## What is expected
Every line that contains "hand" must be located and copied from the data.

## Exercise materials
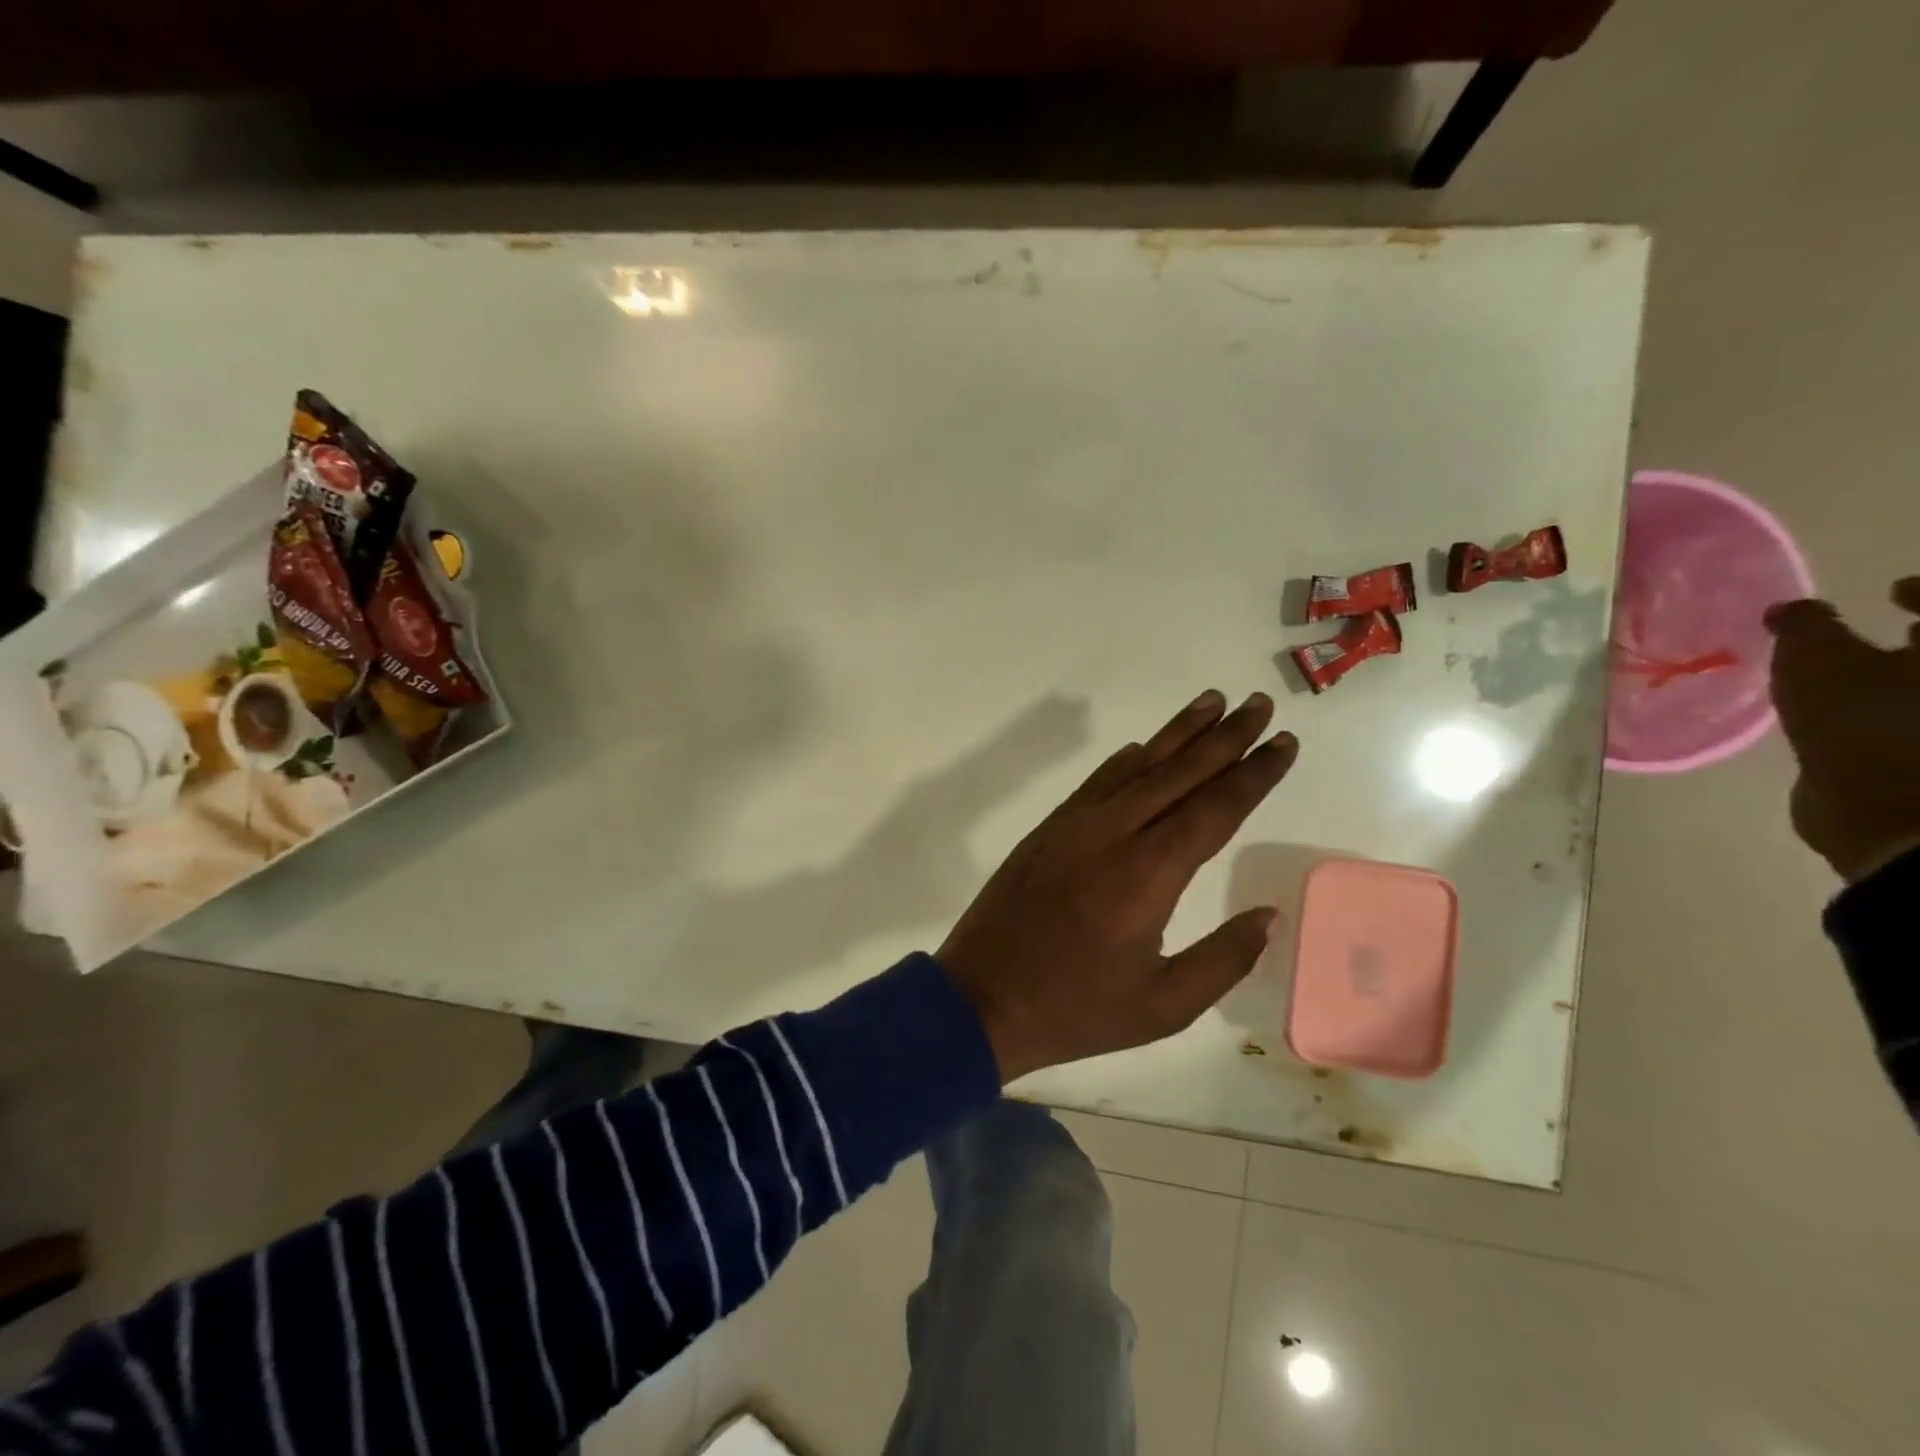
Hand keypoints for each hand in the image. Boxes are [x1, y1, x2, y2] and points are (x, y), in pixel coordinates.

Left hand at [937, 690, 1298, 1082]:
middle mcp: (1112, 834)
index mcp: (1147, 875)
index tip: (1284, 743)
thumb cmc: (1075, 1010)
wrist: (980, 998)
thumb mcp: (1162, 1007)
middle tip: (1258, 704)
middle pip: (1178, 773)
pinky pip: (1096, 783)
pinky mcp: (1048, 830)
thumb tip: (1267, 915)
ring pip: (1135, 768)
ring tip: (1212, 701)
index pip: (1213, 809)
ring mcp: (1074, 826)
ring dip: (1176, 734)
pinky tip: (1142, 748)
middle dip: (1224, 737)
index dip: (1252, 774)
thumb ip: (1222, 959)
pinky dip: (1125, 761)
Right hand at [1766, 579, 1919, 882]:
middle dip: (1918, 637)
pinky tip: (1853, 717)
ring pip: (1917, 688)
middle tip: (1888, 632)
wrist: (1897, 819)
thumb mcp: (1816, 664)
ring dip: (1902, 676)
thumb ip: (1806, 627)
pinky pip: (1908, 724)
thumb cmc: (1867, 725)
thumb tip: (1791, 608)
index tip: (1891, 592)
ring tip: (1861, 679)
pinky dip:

## Answer box
Hand keypoints for each hand in the image. Boxes are [x1, y1, x2, y2] and points are (x, y), in pixel coordinates.
Left hand at [937, 690, 1298, 1082]:
Right hand at [1766, 579, 1919, 882]:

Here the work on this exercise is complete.